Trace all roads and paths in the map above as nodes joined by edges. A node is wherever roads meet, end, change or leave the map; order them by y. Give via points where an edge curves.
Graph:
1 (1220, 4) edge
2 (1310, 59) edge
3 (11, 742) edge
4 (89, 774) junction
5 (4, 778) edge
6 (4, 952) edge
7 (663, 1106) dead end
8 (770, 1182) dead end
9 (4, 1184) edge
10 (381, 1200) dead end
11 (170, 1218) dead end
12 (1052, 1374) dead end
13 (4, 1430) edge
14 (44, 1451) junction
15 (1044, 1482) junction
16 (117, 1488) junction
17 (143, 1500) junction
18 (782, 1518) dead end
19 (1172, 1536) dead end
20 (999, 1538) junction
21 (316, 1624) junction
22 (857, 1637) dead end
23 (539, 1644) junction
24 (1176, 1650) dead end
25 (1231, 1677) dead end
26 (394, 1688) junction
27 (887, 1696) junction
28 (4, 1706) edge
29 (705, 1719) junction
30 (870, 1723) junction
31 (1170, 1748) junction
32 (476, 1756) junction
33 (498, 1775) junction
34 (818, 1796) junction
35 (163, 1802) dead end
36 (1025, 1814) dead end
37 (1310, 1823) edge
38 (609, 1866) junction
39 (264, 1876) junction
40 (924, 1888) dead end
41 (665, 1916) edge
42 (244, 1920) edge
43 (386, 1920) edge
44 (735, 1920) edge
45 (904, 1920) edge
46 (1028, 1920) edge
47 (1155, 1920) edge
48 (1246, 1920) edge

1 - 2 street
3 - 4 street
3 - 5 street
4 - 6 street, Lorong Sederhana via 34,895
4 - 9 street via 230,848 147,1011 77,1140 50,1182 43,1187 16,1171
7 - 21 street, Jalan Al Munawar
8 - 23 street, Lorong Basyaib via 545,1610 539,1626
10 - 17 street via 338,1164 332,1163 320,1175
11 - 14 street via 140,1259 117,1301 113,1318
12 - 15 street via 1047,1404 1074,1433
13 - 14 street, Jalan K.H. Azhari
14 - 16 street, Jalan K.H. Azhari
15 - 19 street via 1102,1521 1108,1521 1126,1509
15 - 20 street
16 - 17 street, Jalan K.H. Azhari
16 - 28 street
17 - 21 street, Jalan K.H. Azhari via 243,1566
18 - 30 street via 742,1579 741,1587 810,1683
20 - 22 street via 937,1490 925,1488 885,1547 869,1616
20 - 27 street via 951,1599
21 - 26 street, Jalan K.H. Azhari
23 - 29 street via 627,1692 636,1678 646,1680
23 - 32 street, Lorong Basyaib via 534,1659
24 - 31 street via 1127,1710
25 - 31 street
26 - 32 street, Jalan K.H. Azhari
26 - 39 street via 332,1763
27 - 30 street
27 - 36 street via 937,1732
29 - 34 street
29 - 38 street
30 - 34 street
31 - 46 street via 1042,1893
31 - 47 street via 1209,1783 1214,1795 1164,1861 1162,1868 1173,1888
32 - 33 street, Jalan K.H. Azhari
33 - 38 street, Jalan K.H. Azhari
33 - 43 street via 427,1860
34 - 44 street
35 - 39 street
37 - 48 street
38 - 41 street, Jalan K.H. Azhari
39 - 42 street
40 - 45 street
◆ ◆ ◆ ◆
WHAT IS BEING ASKED
Where does the string "Lorong" occur in the listing above? Return every line that contains it.

OUTPUT BELOW
4 - 6 street, Lorong Sederhana via 34,895
8 - 23 street, Lorong Basyaib via 545,1610 539,1626
23 - 32 street, Lorong Basyaib via 534,1659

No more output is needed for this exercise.